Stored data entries
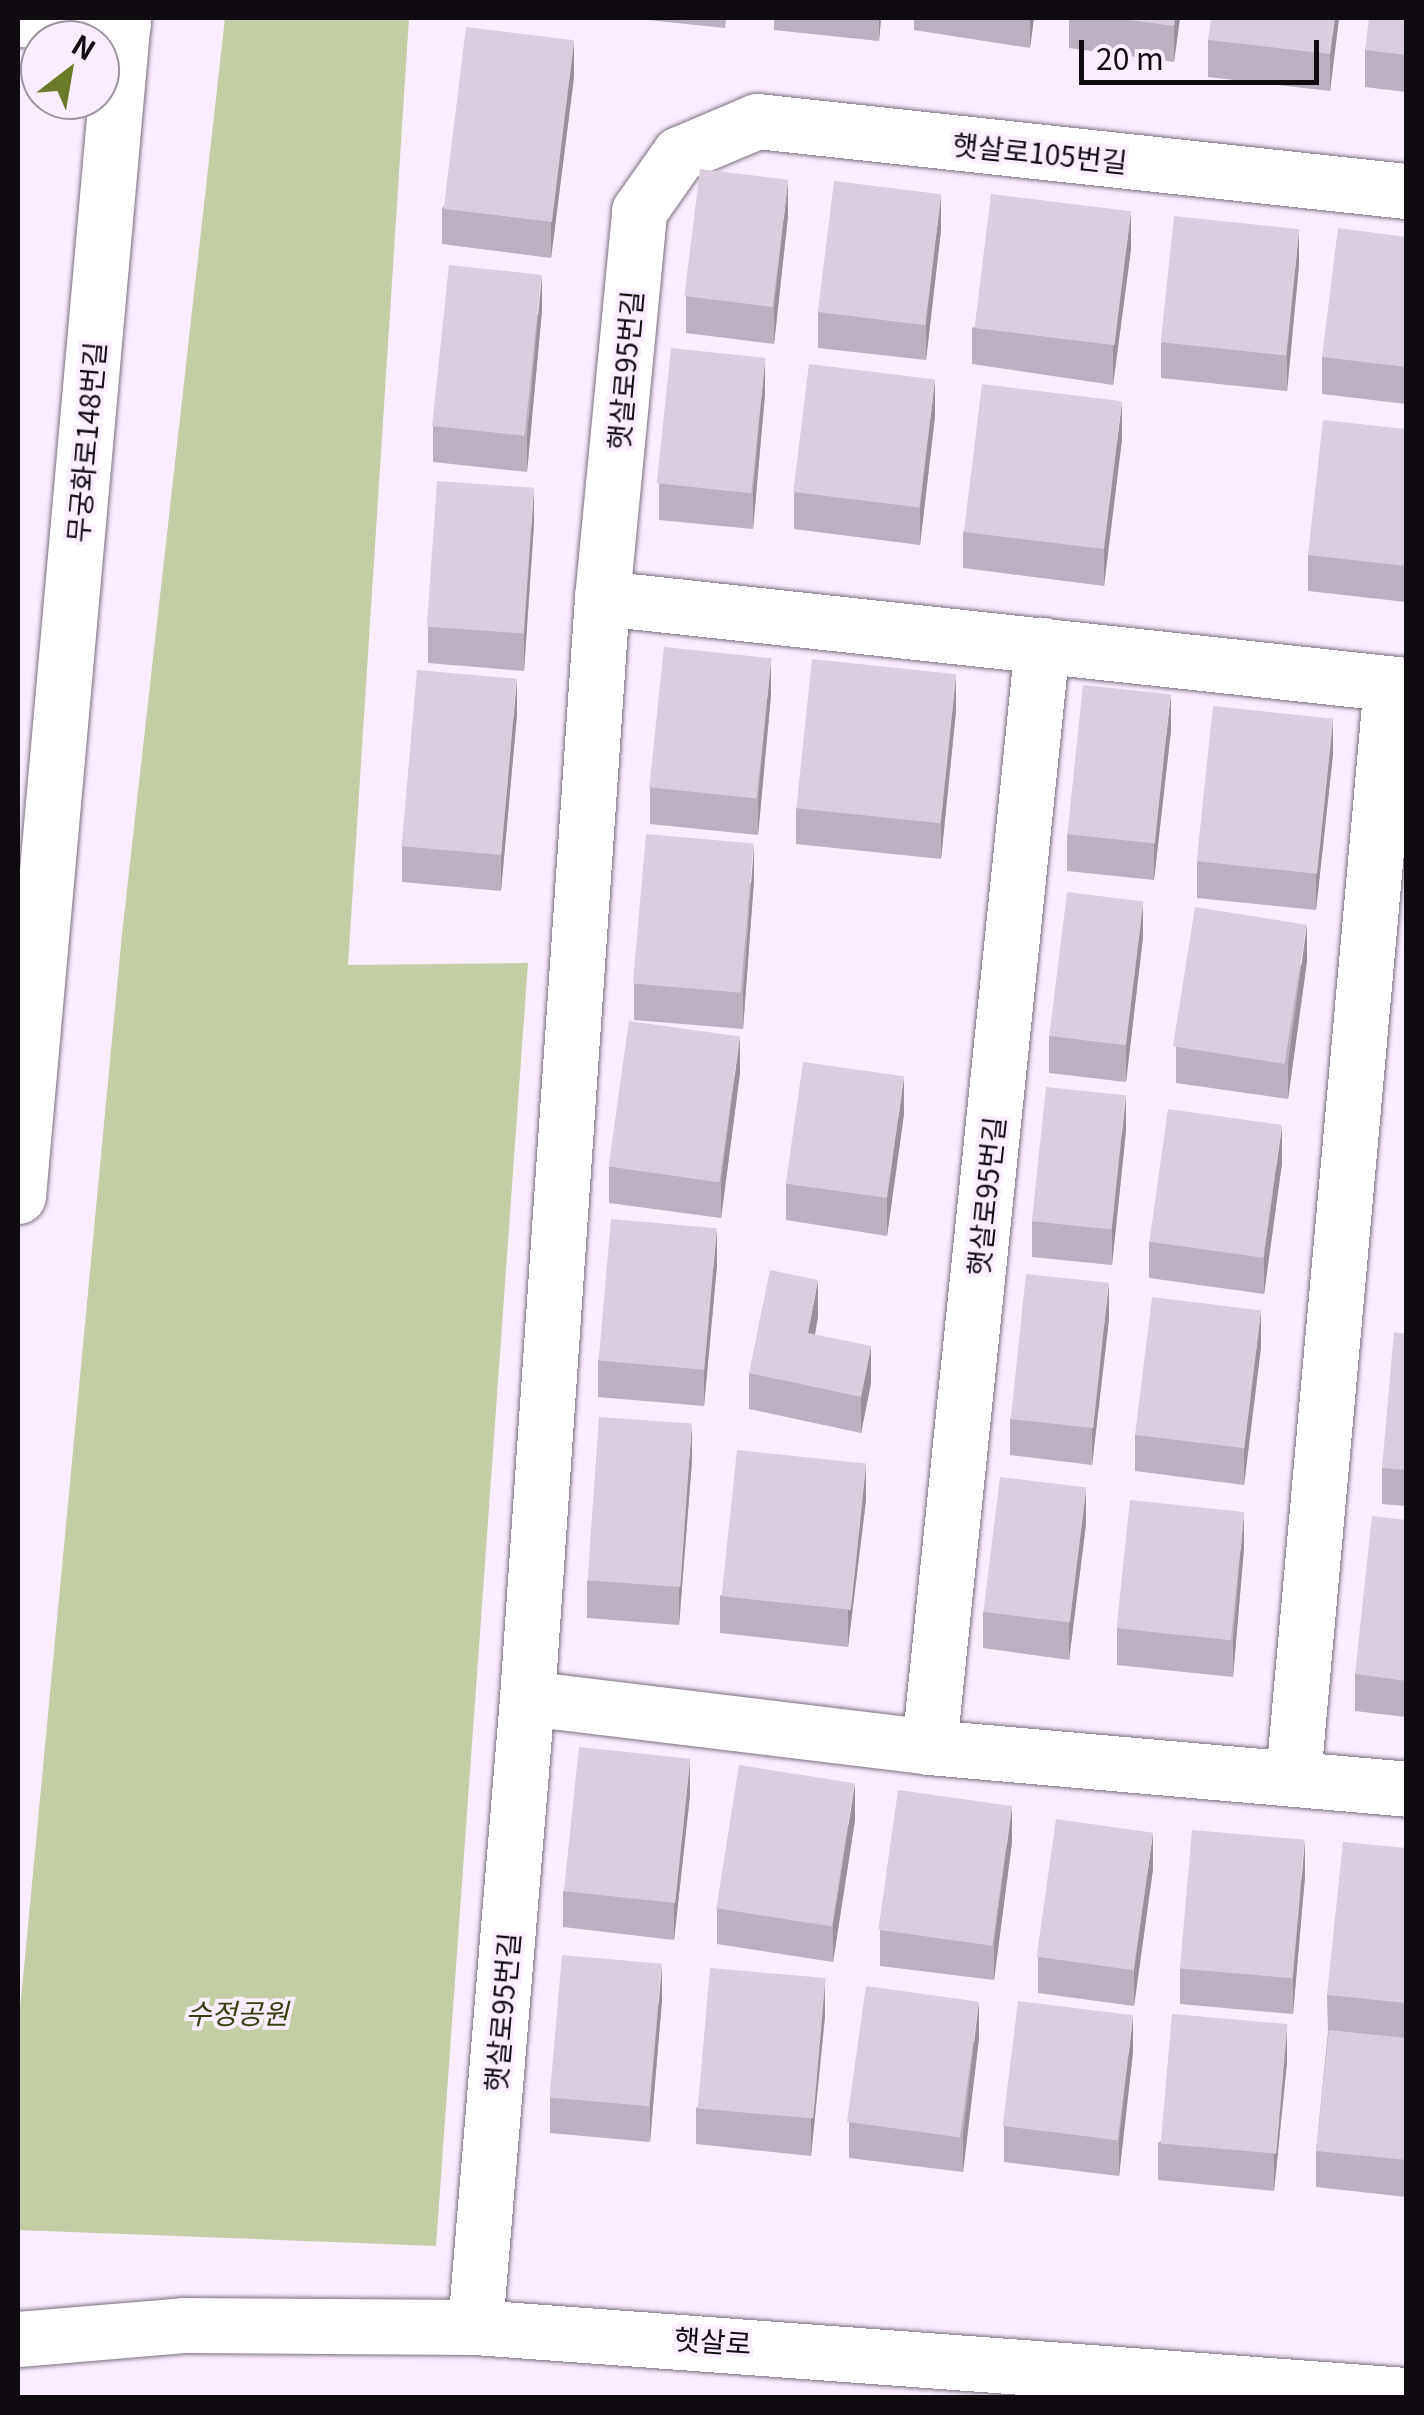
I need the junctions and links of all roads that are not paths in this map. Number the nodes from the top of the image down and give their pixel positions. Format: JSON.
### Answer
{"nodes":[{"id":1,"x":18,"y":19,"type":"edge"},
{"id":2,"x":123,"y":21,"type":"edge"},
{"id":3,"x":679,"y":154,"type":"joint"},
{"id":4,"x":1406,"y":191,"type":"edge"},
{"id":5,"x":602,"y":598,"type":"junction"},
{"id":6,"x":1042,"y":645,"type":"junction"},
{"id":7,"x":1399,"y":684,"type":"edge"},
{"id":8,"x":32,"y":866,"type":"edge"},
{"id":9,"x":18,"y":1196,"type":"edge"},
{"id":10,"x":528,"y":1698,"type":"junction"},
{"id":11,"x":929,"y":1747,"type":"junction"},
{"id":12,"x":1293,"y":1777,"type":"junction"},
{"id":13,"x":1406,"y":1789,"type":"edge"},
{"id":14,"x":475,"y":2327,"type":"junction"},
{"id":15,"x":18,"y":2339,"type":"edge"},
{"id":16,"x":1406,"y":2395,"type":"edge"}],
"edges":[{"from":1,"to":2,"type":"street"},
{"from":2,"to":8,"type":"street","name":"무궁화로148번길"},
{"from":3,"to":4,"type":"street","name":"햇살로105번길"},
{"from":3,"to":5,"type":"street","name":"햇살로95번길"},
{"from":5,"to":6,"type":"street"},
{"from":5,"to":10,"type":"street","name":"햇살로95번길"},
{"from":6,"to":7,"type":"street"},
{"from":6,"to":11,"type":"street","name":"햇살로95번길"},
{"from":7,"to":12,"type":"street"},
{"from":8,"to":9,"type":"street","name":"무궁화로148번길"},
{"from":10,"to":11,"type":"street"},
{"from":10,"to":14,"type":"street","name":"햇살로95번길"},
{"from":11,"to":12,"type":"street"},
{"from":12,"to":13,"type":"street"},
{"from":14,"to":15,"type":"street","name":"햇살로"},
{"from":14,"to":16,"type":"street","name":"햇살로"}]}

» Task item
State how many lines of the data include the word "name", with nothing else.

» Response to the exercise
9